*** DATASET EXTRACT ***

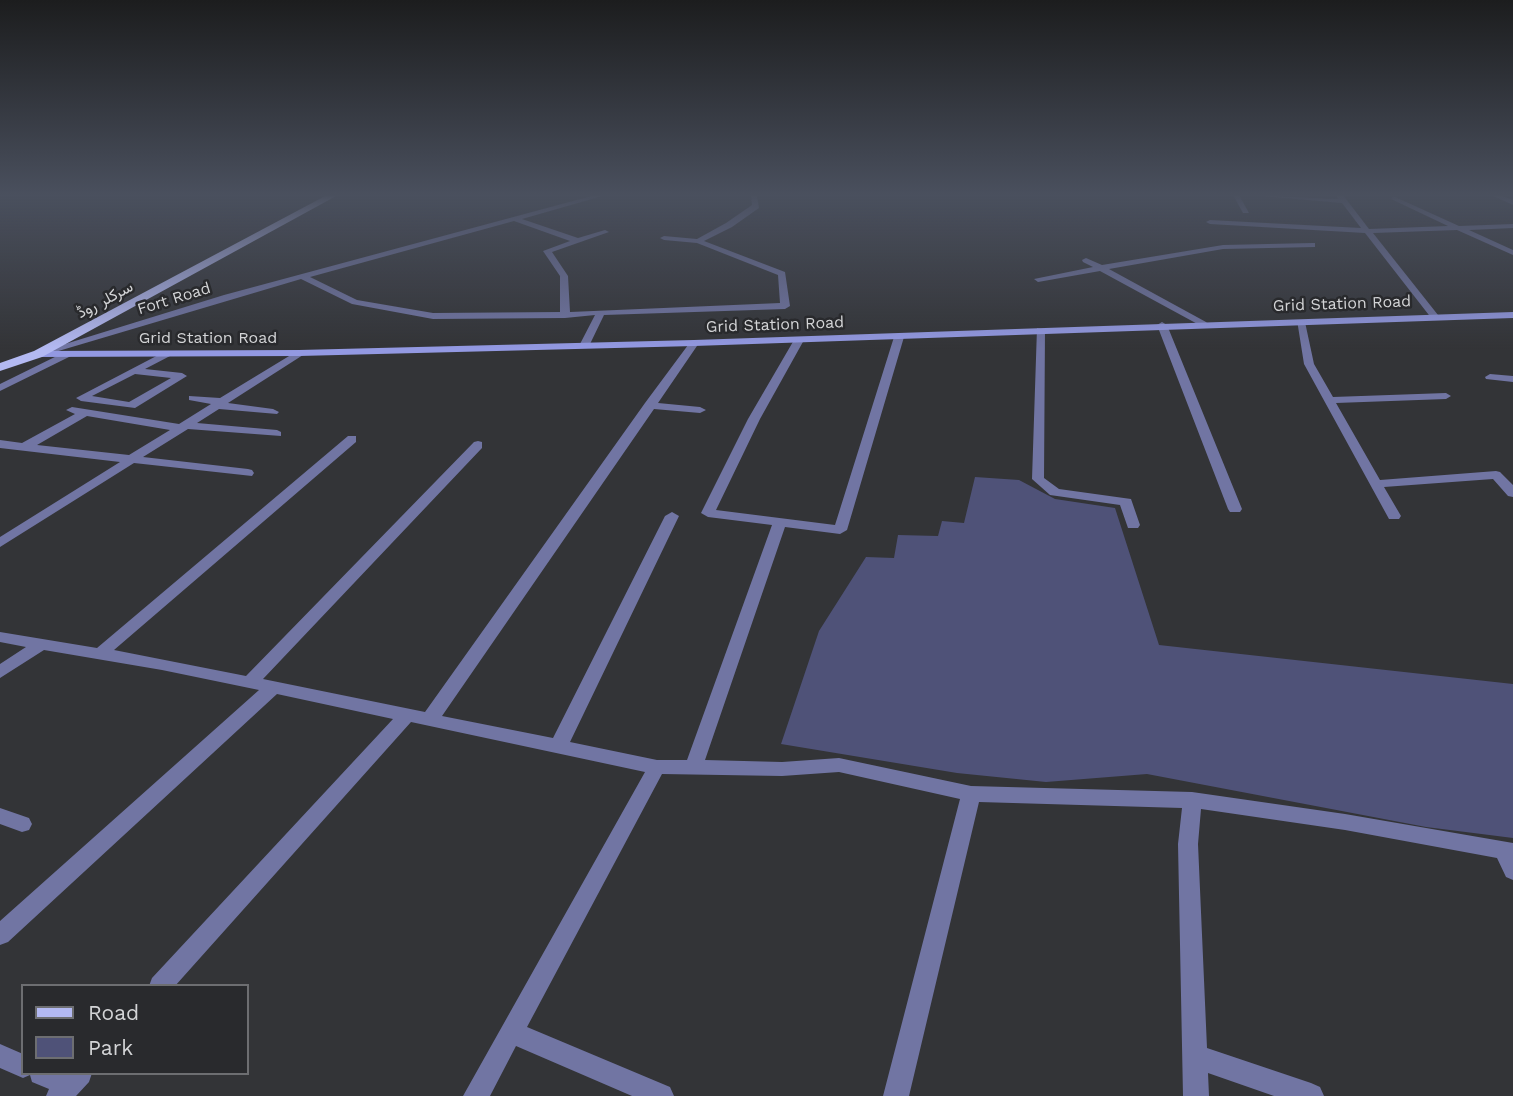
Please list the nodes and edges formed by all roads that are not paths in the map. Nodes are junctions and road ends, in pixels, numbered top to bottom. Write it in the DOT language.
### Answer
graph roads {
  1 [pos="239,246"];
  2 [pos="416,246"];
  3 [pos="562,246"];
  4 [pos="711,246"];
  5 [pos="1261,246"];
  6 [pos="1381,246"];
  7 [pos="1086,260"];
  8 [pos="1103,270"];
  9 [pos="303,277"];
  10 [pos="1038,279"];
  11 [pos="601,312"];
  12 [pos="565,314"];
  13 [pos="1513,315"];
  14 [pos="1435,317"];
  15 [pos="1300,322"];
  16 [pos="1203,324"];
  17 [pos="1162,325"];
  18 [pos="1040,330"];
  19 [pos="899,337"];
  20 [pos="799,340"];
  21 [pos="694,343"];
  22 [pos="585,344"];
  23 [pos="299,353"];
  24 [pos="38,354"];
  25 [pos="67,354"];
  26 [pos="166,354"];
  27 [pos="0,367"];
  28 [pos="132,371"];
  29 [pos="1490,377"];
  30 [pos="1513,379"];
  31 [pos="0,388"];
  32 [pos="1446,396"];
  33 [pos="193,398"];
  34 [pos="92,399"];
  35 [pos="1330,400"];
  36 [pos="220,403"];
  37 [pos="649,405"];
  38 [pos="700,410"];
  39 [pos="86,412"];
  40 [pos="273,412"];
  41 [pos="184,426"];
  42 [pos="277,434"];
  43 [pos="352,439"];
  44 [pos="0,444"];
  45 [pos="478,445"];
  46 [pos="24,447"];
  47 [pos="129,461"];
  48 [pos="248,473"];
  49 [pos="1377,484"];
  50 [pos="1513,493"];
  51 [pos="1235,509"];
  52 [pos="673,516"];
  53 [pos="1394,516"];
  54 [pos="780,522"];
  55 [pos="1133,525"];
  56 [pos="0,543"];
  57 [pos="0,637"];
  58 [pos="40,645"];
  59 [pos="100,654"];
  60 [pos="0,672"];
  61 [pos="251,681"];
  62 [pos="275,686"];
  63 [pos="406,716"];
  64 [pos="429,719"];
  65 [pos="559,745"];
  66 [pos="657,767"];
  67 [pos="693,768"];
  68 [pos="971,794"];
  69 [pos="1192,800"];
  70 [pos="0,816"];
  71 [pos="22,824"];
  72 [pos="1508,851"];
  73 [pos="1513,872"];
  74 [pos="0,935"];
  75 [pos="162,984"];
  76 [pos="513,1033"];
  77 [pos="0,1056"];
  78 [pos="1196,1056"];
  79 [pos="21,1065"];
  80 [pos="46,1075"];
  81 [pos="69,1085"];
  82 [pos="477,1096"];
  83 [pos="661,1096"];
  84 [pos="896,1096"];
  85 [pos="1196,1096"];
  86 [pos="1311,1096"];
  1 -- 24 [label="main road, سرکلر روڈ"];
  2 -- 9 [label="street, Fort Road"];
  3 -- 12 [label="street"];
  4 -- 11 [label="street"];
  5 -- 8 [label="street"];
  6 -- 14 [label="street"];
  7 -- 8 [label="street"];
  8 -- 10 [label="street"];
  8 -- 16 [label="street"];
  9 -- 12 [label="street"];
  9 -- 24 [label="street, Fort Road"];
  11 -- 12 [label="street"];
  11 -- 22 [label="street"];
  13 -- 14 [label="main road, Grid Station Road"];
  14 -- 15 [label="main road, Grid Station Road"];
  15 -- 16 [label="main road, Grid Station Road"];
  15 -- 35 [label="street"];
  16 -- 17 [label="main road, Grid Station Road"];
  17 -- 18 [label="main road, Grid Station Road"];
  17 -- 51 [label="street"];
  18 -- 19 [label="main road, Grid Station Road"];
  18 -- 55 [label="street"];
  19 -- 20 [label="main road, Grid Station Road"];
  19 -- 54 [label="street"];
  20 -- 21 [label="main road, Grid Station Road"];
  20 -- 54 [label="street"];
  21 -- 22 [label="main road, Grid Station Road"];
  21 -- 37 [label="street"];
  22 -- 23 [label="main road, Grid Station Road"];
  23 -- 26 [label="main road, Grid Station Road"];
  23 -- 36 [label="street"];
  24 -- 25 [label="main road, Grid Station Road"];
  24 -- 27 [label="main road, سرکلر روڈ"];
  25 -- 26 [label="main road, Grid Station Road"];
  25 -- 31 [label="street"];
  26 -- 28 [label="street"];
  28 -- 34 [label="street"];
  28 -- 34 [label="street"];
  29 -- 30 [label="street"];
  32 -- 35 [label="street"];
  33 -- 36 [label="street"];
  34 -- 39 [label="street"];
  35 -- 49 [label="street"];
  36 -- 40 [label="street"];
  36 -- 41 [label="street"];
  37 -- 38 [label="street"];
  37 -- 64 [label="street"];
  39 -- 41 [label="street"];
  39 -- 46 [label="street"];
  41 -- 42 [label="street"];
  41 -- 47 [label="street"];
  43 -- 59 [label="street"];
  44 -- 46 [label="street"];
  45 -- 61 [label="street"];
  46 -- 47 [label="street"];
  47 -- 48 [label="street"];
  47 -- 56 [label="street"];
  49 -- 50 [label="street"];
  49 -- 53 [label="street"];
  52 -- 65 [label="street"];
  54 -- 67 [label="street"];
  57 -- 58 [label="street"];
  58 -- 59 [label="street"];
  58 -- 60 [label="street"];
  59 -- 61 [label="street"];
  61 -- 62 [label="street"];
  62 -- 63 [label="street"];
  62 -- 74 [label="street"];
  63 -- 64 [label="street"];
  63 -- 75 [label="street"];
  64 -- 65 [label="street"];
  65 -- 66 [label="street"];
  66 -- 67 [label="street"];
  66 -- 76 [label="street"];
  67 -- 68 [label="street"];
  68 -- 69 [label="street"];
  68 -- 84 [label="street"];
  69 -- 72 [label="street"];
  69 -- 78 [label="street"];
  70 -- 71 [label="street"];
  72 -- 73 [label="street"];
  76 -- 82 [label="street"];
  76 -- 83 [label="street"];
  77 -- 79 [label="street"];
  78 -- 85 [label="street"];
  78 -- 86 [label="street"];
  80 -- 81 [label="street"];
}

***

Quote the material in full and exactly; do not carry over its pictures.

● **FINAL ANSWER**:
Please list the nodes and edges formed by all roads that are not paths in the map. Nodes are junctions and road ends, in pixels, numbered top to bottom. Write it in the DOT language.
### Answer
graph roads {
  1 [pos="239,246"];
  2 [pos="416,246"];
  3 [pos="562,246"];
  4 [pos="711,246"];
  5 [pos="1261,246"];
  6 [pos="1381,246"];
  7 [pos="1086,260"];
  8 [pos="1103,270"];
  9 [pos="303,277"];
  10 [pos="1038,279"];
  11 [pos="601,312"];
  12 [pos="565,314"];
  13 [pos="1513,315"];
  14 [pos="1435,317"];
  15 [pos="1300,322"];
  16 [pos="1203,324"];
  17 [pos="1162,325"];
  18 [pos="1040,330"];
  19 [pos="899,337"];
  20 [pos="799,340"];
  21 [pos="694,343"];
  22 [pos="585,344"];
  23 [pos="299,353"];
  24 [pos="38,354"];
  25 [pos="67,354"];
  26 [pos="166,354"];
  27 [pos="0,367"];
  28 [pos="132,371"];
  29 [pos="1490,377"];
  30 [pos="1513,379"];
  31 [pos="0,388"];
  32 [pos="1446,396"];
  33 [pos="193,398"];
  34 [pos="92,399"];
  35 [pos="1330,400"];
  36 [pos="220,403"];
  37 [pos="649,405"];
  38 [pos="700,410"];
  39 [pos="86,412"];
  40 [pos="273,412"];
  41 [pos="184,426"];
  42 [pos="277,434"];
  43 [pos="352,439"];
  44 [pos="0,444"];
  45 [pos="478,445"];
  46 [pos="24,447"];
  47 [pos="129,461"];
  48 [pos="248,473"];
  49 [pos="1377,484"];
  50 [pos="1513,493"];
  51 [pos="1235,509"];
  52 [pos="673,516"];
  53 [pos="1394,516"];
  54 [pos="780,522"];
  55 [pos="1133,525"];
  56 [pos="0,543"];
  57 [pos="0,637"];
  58 [pos="40,645"];
  59 [pos="100,654"];
  60 [pos="0,672"];
  61 [pos="251,681"];
  62 [pos="275,686"];
  63 [pos="406,716"];
  64 [pos="429,719"];
  65 [pos="559,745"];
  66 [pos="657,767"];
  67 [pos="693,768"];
  68 [pos="971,794"];
  69 [pos="1192,800"];
  70 [pos="0,816"];
  71 [pos="22,824"];
  72 [pos="1508,851"];
  73 [pos="1513,872"];
  74 [pos="0,935"];
  75 [pos="162,984"];
  76 [pos="513,1033"];
  77 [pos="0,1056"];
  78 [pos="1196,1056"];
  79 [pos="21,1065"];
  80 [pos="46,1075"];
  81 [pos="69,1085"];
  82 [pos="477,1096"];
  83 [pos="661,1096"];
  84 [pos="896,1096"];
  85 [pos="1196,1096"];
  86 [pos="1311,1096"];
  1 -- 24 [label="main road, سرکلر روڈ"];
  2 -- 9 [label="street, Fort Road"];
  3 -- 12 [label="street"];
  4 -- 11 [label="street"];
  5 -- 8 [label="street"];
  6 -- 14 [label="street"];
  7 -- 8 [label="street"];
  8 -- 10 [label="street"];
  8 -- 16 [label="street"];
  9 -- 12 [label="street"];
  9 -- 24 [label="street, Fort Road"];
  11 -- 12 [label="street"];
  11 -- 22 [label="street"];
  13 -- 14 [label="main road, Grid Station Road"];
  14 -- 15 [label="main road, Grid Station Road"];
  15 -- 16 [label="main road, Grid Station Road"];
  15 -- 35 [label="street"];
  16 -- 17 [label="main road, Grid Station Road"];
  17 -- 18 [label="main road, Grid Station Road"];
  17 -- 51 [label="street"];
  18 -- 19 [label="main road, Grid Station Road"];
  18 -- 55 [label="street"];
  19 -- 20 [label="main road, Grid Station Road"];
  19 -- 54 [label="street"];
  20 -- 21 [label="main road, Grid Station Road"];
  20 -- 54 [label="street"];
  21 -- 22 [label="main road, Grid Station Road"];
  21 -- 37 [label="street"];
  22 -- 23 [label="main road, Grid Station Road"];
  23 -- 26 [label="main road, Grid Station Road"];
  23 -- 36 [label="street"];
  24 -- 25 [label="main road, Grid Station Road"];
  24 -- 27 [label="main road, سرکلر روڈ"];
  25 -- 26 [label="main road, Grid Station Road"];
  25 -- 31 [label="street"];
  26 -- 28 [label="street"];
  28 -- 34 [label="street"];
  28 -- 34 [label="street"];
  29 -- 30 [label="street"];
  32 -- 35 [label="street"];
  33 -- 36 [label="street"];
  34 -- 39 [label="street"];
  35 -- 49 [label="street"];
  36 -- 40 [label="street"];
  36 -- 41 [label="street"];
  37 -- 38 [label="street"];
  37 -- 64 [label="street"];
  39 -- 41 [label="street"];
  39 -- 46 [label="street"];
  41 -- 42 [label="street"];
  41 -- 47 [label="street"];
  43 -- 59 [label="street"];
  44 -- 46 [label="street"];
  45 -- 61 [label="street"];
  46 -- 47 [label="street"];
  47 -- 48 [label="street"];
  47 -- 56 [label="street"];
  49 -- 50 [label="street"];
  49 -- 53 [label="street"];
  52 -- 65 [label="street"];
  54 -- 67 [label="street"];
  57 -- 58 [label="street"];
  58 -- 59 [label="street"];
  58 -- 60 [label="street"];
  59 -- 61 [label="street"];
  61 -- 62 [label="street"];
  62 -- 63 [label="street"];
  62 -- 74 [label="street"];
  63 -- 64 [label="street"];
  63 -- 75 [label="street"];
  64 -- 65 [label="street"];
  65 -- 66 [label="street"];
  66 -- 67 [label="street"];
  66 -- 76 [label="street"];
  67 -- 68 [label="street"];
  68 -- 69 [label="street"];
  68 -- 84 [label="street"];
  69 -- 72 [label="street"];
  69 -- 78 [label="street"];
  70 -- 71 [label="street"];
  72 -- 73 [label="street"];
  76 -- 82 [label="street"];
  76 -- 83 [label="street"];
  77 -- 79 [label="street"];
  78 -- 85 [label="street"];
  78 -- 86 [label="street"];
  80 -- 81 [label="street"];
}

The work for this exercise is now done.